It should be obvious that

\(\hspace{80px}\Delta \hat{H} = \bar{C}_p \Delta T\)

but things in thermodynamics rarely are.

The actually useful symbolic integration of the correlations for \(C_p\) is to calculate \(\Delta \hat{H}\) directly.

\[\Delta \hat{H} = \int\limits_{T_1}^{T_2} C_p (T) dT = \int\limits_{T_1}^{T_2} (a + b T + c T^2 + d T^3 + \dfrac{e}{T^2})dT\]

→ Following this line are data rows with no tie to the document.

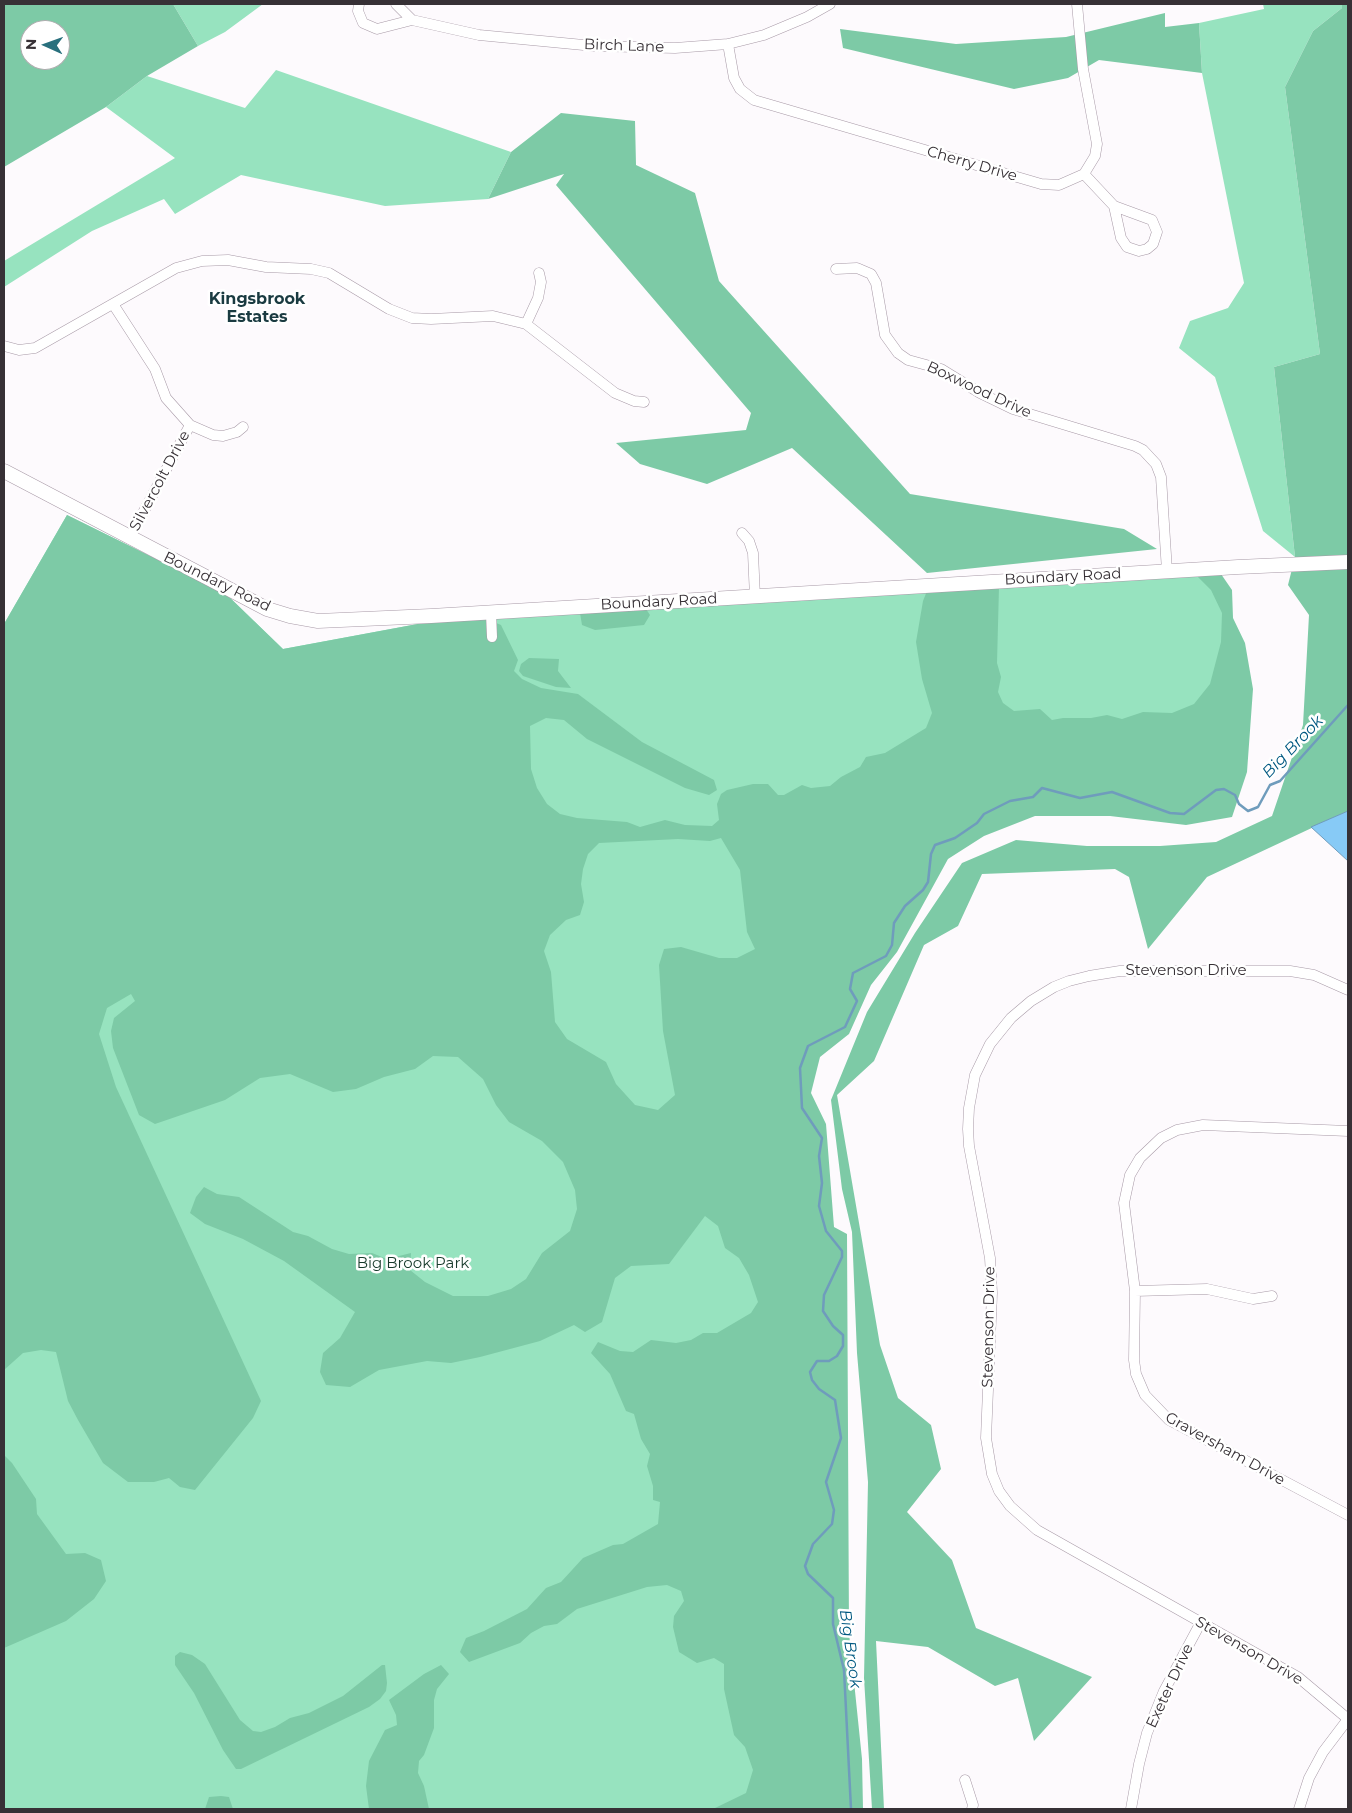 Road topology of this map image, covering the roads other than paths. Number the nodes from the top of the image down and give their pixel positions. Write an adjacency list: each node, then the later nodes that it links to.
1 (359, 4): 5 (street, Birch Lane)
2 (396, 4): 5 (street)
3 (830, 4): 6 (street, Birch Lane)
4 (1077, 4): 7 (street)
5 (412, 20): 6 (street, Birch Lane)
6 (728, 44): 7 (street, Cherry Drive)
7 (1084, 174): 8 (street)
8 (1114, 206): 8 (street)
9 (836, 269): 21 (street, Boxwood Drive)
10 (539, 273): 12 (street)
11 (113, 304): 12 (street); 13 (street); 15 (street)
12 (526, 324): 14 (street)
13 (4, 346)
14 (644, 402)
15 (190, 425): 16 (street); 19 (street, Silvercolt Drive)
16 (243, 427)
17 (4, 471): 19 (street, Boundary Road)
18 (742, 533): 22 (street)
19 (130, 537): 23 (street, Boundary Road)
20 (1348, 562): 21 (street, Boundary Road)
21 (1167, 571): 22 (street, Boundary Road)
22 (755, 597): 23 (street, Boundary Road)
23 (491, 613): 24 (street)
24 (492, 637)
25 (1348, 990): 30 (street, Stevenson Drive)
26 (1348, 1131): 27 (street, Graversham Drive)
27 (1135, 1291): 28 (street); 29 (street, Graversham Drive)
28 (1272, 1296)
29 (1348, 1515)
30 (1201, 1622): 31 (street, Stevenson Drive); 34 (street, Exeter Drive)
31 (1348, 1719): 35 (street, Stevenson Drive)
32 (964, 1780): 33 (street)
33 (972, 1809)
34 (1131, 1809)
35 (1299, 1809)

\[\begin{align} \Delta \hat{H}=\ &a (T_2 - T_1) + \frac{b}{2} (T_2^2 - T_1^2) + \frac{c}{3} (T_2^3 - T_1^3) \\&+ \frac{d}{4} (T_2^4 - T_1^4) + e \left(\frac{1}{T_1} - \frac{1}{T_2}\right) \end{align}\]

If you have the formula for \(C_p(T)\) it is much easier to evaluate

\(\hspace{120px}\Delta \hat{H} = \int\limits_{T_1}^{T_2} C_p (T) dT\hspace{80px}\) than to evaluate

\(\hspace{120px}\bar{C}_p = \dfrac{\int\limits_{T_1}^{T_2} C_p (T) dT}{T_2 - T_1}\hspace{80px}\) followed by \(\hspace{80px}\Delta \hat{H} = \bar{C}_p \Delta T\).

\(\hspace{120px}\Delta \hat{U}_\text{ideal gas} = \int\limits_{T_1}^{T_2} \left[C_p (T) - R \right] dT\)

\(\hspace{120px}\Delta \hat{U}_\text{solid,\ liquid} \approx \int\limits_{T_1}^{T_2} C_p (T) dT\)

In The Enthalpy Games: Sunrise on the Calculations, we do a worked example using nitrogen and data from NIST.

The Takeaways

Enthalpy and internal energy are state functions, so the path chosen to calculate \(\Delta H\) and \(\Delta U\) doesn’t matter. Choose the easiest one.
\(H\) and \(U\) are not functions of pressure for ideal gases.
\(H\) and \(U\) are complex functions of pressure for real gases, and are not covered here.
\(H\) and \(U\) are weak functions of pressure for most liquids and solids.
\(\Delta H\) goes with \(C_p\) and \(\Delta U\) goes with \(C_v\).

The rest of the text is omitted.